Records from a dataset
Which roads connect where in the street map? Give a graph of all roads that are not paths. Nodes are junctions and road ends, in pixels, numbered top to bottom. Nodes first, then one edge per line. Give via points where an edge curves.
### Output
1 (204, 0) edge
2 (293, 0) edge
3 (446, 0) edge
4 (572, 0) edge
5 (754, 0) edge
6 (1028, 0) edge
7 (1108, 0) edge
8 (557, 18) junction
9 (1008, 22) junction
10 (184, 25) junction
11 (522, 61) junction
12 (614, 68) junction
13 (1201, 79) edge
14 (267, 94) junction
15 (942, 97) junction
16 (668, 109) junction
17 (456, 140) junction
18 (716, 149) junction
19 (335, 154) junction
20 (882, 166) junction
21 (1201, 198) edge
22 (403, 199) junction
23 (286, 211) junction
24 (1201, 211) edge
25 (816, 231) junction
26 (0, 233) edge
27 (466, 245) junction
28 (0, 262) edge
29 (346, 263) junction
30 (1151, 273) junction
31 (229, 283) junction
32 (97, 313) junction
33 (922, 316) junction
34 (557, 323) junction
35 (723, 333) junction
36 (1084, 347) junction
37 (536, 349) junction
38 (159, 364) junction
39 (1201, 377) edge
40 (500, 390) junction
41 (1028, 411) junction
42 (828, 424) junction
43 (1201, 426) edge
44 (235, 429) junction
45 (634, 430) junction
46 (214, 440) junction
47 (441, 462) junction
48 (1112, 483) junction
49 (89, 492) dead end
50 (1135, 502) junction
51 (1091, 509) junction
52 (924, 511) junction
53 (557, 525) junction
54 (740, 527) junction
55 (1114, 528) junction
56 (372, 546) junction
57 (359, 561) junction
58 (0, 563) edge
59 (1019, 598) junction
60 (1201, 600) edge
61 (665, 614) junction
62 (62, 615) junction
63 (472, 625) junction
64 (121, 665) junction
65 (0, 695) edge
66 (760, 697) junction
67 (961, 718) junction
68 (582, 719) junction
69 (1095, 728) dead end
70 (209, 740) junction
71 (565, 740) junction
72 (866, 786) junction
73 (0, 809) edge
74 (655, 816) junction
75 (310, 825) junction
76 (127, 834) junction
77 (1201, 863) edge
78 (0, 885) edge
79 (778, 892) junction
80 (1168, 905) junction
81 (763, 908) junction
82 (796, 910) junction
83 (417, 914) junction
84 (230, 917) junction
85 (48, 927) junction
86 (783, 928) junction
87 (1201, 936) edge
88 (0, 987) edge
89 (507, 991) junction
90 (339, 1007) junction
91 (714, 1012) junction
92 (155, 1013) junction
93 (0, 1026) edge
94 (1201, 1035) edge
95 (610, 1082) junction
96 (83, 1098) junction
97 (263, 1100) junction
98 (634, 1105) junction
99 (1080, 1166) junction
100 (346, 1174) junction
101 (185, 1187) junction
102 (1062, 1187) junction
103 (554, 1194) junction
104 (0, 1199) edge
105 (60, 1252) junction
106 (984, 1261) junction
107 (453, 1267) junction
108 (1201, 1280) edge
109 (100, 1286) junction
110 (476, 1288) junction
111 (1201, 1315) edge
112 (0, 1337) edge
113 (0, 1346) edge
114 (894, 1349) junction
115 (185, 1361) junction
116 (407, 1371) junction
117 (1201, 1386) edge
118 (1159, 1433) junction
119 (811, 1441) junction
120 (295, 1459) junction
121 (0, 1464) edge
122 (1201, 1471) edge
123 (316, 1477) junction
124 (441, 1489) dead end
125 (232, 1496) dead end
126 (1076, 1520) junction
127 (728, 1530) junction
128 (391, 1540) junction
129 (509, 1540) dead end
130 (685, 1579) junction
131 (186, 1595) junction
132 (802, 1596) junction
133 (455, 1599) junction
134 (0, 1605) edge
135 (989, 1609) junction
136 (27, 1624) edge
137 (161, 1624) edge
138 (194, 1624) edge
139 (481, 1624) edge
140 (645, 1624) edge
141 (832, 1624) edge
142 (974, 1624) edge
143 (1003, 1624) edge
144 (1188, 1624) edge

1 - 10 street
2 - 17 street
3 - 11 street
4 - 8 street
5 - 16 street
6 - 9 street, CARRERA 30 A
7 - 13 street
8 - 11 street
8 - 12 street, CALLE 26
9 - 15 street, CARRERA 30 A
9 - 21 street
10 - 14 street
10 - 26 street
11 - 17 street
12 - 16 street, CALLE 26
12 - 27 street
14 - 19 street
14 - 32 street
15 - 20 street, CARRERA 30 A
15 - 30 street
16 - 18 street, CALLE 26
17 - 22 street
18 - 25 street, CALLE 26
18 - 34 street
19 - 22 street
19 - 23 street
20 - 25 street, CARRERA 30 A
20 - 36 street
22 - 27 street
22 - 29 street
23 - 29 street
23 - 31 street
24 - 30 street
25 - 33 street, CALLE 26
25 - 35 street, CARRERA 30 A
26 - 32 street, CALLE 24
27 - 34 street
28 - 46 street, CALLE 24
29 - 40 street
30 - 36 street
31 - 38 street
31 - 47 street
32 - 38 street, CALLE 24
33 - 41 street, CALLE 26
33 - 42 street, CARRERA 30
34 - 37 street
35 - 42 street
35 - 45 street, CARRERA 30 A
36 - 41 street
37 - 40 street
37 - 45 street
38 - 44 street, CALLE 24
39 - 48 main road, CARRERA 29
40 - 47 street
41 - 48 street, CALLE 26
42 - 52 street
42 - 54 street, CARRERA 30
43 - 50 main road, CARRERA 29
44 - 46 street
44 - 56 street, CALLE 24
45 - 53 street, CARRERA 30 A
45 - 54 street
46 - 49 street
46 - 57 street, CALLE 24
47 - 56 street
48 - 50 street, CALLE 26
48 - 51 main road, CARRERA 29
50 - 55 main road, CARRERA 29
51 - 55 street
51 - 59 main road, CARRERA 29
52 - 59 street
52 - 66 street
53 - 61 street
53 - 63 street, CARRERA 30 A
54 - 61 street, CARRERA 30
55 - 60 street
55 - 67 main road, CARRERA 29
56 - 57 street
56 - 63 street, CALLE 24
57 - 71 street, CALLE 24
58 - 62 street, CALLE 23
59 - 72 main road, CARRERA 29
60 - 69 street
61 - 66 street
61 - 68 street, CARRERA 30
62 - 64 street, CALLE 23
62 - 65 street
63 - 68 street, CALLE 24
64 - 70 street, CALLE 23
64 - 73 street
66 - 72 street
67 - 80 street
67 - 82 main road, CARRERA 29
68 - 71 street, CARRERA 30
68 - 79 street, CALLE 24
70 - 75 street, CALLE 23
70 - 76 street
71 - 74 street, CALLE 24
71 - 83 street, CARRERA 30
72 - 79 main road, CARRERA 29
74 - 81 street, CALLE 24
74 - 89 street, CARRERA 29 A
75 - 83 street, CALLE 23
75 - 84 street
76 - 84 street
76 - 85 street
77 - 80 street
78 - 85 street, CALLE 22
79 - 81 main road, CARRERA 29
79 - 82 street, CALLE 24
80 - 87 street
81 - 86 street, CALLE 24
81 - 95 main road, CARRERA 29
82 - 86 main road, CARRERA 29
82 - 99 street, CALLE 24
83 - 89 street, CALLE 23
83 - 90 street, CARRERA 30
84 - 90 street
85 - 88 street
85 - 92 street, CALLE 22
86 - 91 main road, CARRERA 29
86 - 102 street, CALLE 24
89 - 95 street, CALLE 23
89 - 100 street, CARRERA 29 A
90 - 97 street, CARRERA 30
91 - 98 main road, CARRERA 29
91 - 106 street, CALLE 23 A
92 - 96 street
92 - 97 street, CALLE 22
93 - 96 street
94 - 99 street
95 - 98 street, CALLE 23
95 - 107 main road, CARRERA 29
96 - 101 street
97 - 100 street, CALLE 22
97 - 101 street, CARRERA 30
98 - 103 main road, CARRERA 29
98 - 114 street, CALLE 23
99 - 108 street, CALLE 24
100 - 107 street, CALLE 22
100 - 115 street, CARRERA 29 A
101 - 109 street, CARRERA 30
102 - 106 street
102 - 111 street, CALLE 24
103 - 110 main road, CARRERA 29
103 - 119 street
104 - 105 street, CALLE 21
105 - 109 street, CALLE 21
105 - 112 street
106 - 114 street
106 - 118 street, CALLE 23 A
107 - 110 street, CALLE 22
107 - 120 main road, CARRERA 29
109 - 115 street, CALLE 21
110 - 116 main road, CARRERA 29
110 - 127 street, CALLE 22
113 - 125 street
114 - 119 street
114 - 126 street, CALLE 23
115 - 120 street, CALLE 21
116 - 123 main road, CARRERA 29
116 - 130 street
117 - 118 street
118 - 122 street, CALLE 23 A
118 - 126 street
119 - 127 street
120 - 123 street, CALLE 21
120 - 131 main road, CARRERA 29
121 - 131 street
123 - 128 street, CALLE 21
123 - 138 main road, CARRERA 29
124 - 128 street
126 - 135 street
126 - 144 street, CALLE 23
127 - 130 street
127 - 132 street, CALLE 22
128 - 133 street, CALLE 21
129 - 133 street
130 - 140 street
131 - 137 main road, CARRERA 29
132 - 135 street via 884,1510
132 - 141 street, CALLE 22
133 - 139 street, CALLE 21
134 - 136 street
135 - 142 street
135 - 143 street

TASK BRIEF: Note every line of the records that holds the word "dead", and copy it.

EXERCISE RESPONSE:
49 (89, 492) dead end
69 (1095, 728) dead end
124 (441, 1489) dead end
125 (232, 1496) dead end
129 (509, 1540) dead end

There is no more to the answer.